Forex Fundamentals for Asian traders
The foreign exchange market is the biggest globally growing market, with over USD 1.9 trillion worth of daily trades; it has something to offer everyone – from traders just getting started to professional investors managing billion-dollar portfolios.
As a result, this enormous and diverse community has created a shared language that helps them communicate and understand what others are saying. But for those who are new to Forex trading online, some terms can be challenging to grasp at first glance.
Let’s explore five key Forex fundamentals:
The difference between the cost at which an asset (currency) can be bought and sold at any given time is known as the bid-ask spread, or “spread”. Generally speaking, the tighter the difference between these two prices, called a “narrower” spread, the more liquid the market for that asset is thought to be.
Bid/ask spreads are one of the most critical components to consider when trading Forex because they will impact your potential to turn a profit and how much you pay or receive every time you buy or sell an asset.
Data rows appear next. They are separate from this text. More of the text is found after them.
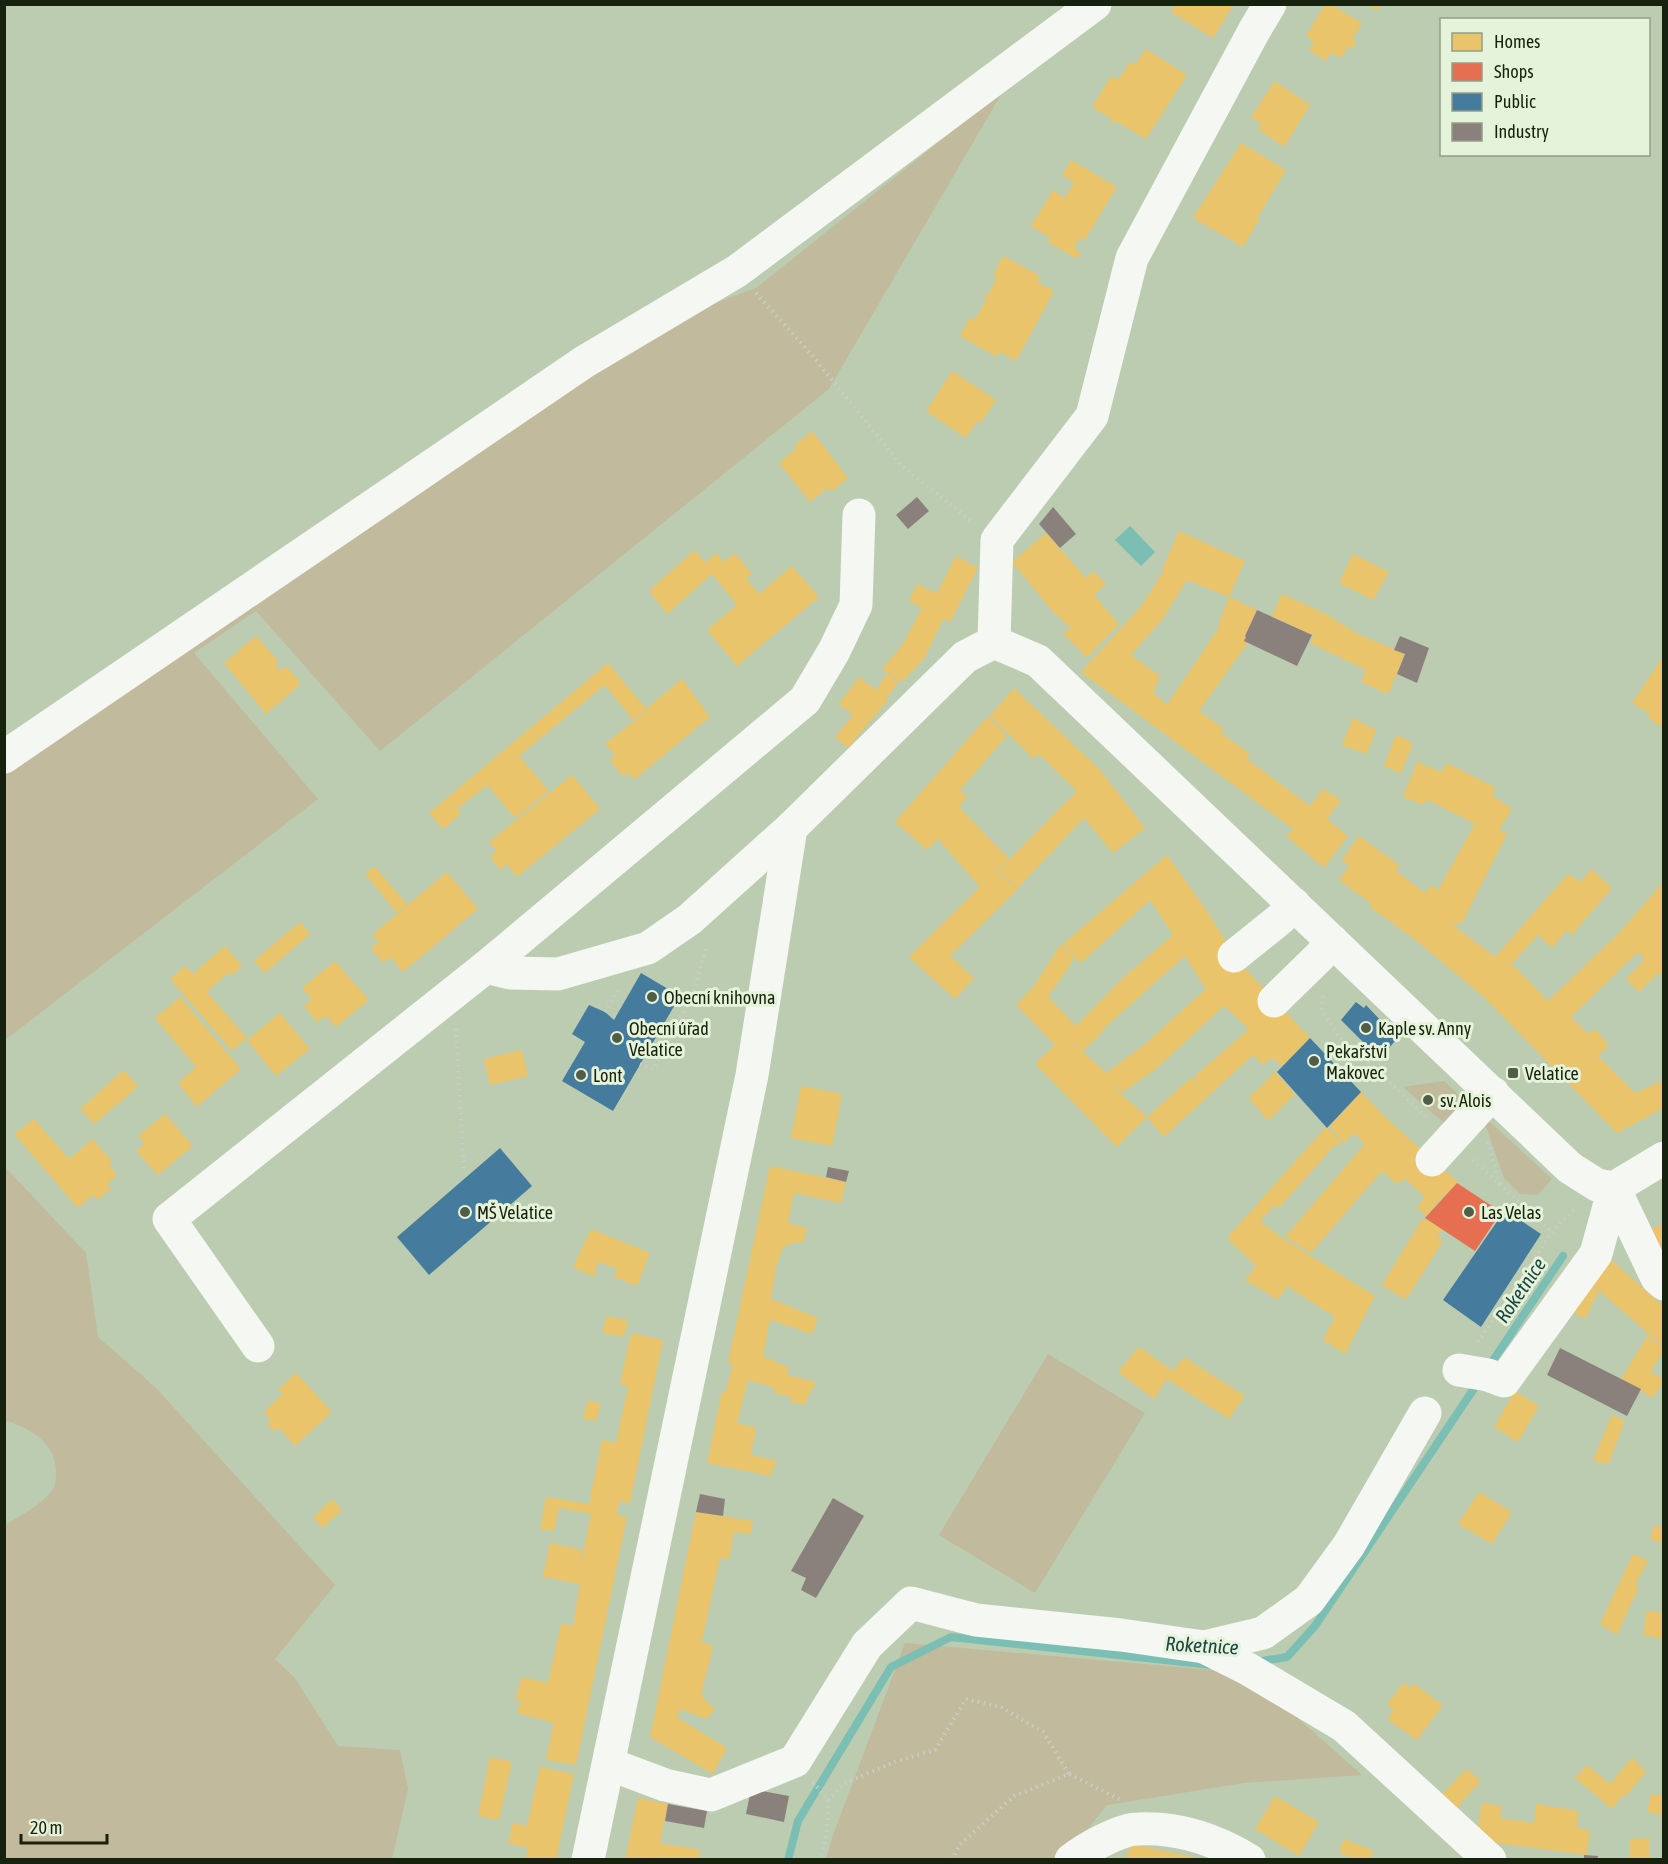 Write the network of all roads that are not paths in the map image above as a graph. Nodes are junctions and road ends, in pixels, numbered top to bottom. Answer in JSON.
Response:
{"nodes":[{"id":1,"x":1095,"y":4,"type":"edge"},
{"id":2,"x":1270,"y":4,"type":"edge"},
{"id":3,"x":859,"y":516,"type":"dead end"},
{"id":4,"x":994,"y":642,"type":"junction"},
{"id":5,"x":4,"y":758,"type":"edge"},
{"id":6,"x":791,"y":828,"type":"junction"},
{"id":7,"x":1294,"y":904,"type":"junction"},
{"id":8,"x":1332,"y":941,"type":"junction"},
{"id":9,"x":1233,"y":956,"type":"dead end"},
{"id":10,"x":486,"y":967,"type":"junction"},
{"id":11,"x":1274,"y":1001,"type":"dead end"},
{"id":12,"x":1493,"y":1093,"type":"junction"},
{"id":13,"x":1442,"y":1150,"type":"road end"},
{"id":14,"x":1664,"y":1158,"type":"edge"},
{"id":15,"x":1606,"y":1186,"type":"junction"},
{"id":16,"x":1664,"y":1284,"type":"edge"},
{"id":17,"x":258,"y":1346,"type":"dead end"},
{"id":18,"x":1472,"y":1372,"type":"road end"},
{"id":19,"x":1425,"y":1413,"type":"dead end"},
{"id":20,"x":1204,"y":1647,"type":"junction"},
{"id":21,"x":609,"y":1764,"type":"junction"},
{"id":22,"x":588,"y":1860,"type":"edge"},
{"id":23,"x":1071,"y":1860,"type":"edge"},
{"id":24,"x":1249,"y":1860,"type":"edge"},
{"id":25,"x":1491,"y":1860,"type":"edge"}],
"edges":[{"from":1,"to":5,"type":"street"},
{"from":2,"to":4,"type":"street"},
{"from":3,"to":10,"type":"street"},
{"from":4,"to":6,"type":"street"},
{"from":4,"to":7,"type":"street"},
{"from":6,"to":10,"type":"street"},
{"from":6,"to":21,"type":"street"},
{"from":7,"to":8,"type":"street"},
{"from":7,"to":9,"type":"street"},
{"from":8,"to":11,"type":"street"},
{"from":8,"to":12,"type":"street"},
{"from":10,"to":17,"type":"street"},
{"from":12,"to":13,"type":"street"},
{"from":12,"to":15,"type":"street"},
{"from":14,"to":15,"type":"street"},
{"from":15,"to":16,"type":"street"},
{"from":15,"to":18,"type":"street"},
{"from":19,"to":20,"type":"street"},
{"from":20,"to":21,"type":"street"},
{"from":20,"to":25,"type":"street"},
{"from":21,"to":22,"type":"street"},
{"from":23,"to":24,"type":"street"}]}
Forex brokers can offer incredibly tight spreads because their businesses are built on minor differences between prices- they make money by buying at one price and selling it moments later at something marginally higher. To protect against losses, traders have access to take profit and stop-loss orders that can automatically close out positions that move beyond certain levels rather than being manually closed by the trader after an extended period.
The most common take profit and stop-loss order combination is a “limit” order which sets a specific price at which a position might be closed.
The term “hedge” is used in many contexts and can be highly confusing for new traders who believe this ordering strategy will protect them from losses. In finance, a hedge is simply protection against potential losses by setting up an equivalent second position with different terms- so ” hedging your bets ” means making sure you’re not taking on too much risk by holding multiple positions simultaneously.
One of the most vital factors for new traders to understand is that Forex brokers use an aspect known as “leverage” when opening positions on behalf of clients. Simply put, leverage represents potential financial gain and risk, so it’s essential not to take on more than you can afford to lose. Forex brokers can offer incredibly high leverage ratios because the increased liquidity in the Forex market allows them to move much more significant sums of capital into and out of positions than would be possible with any other asset class. The average leverage ratio provided by retail brokers is anywhere from 1:50 to 1:200 for significant currency pairs, which means that you can control a position worth $25,000 with only $100-$500. However, it’s important to remember that your margin requirement will increase when volatility rises. If EUR/USD rallies 20 pips, you’ll need an extra 8% or roughly $20 in equity- so don’t forget this during periods of heightened activity!
Although many others are available, the most traded currency pairs are those between the majors, including exotic pairs such as Turkish Lira/Japanese Yen and Norwegian Krone/Swedish Krona. In addition to classic crosses, retail brokers usually offer access to trade price action in popular exotics such as New Zealand Dollar/Australian Dollar, Polish Zlotych/Czech Koruna and Swiss Franc/British Pound.
After deciding on an appropriate leverage ratio, the next step for new traders is deciding which type of pair they want to focus on. This decision should be based entirely on personal preference because research has found no significant difference between the average performance of primary and exotic currency pairs over time.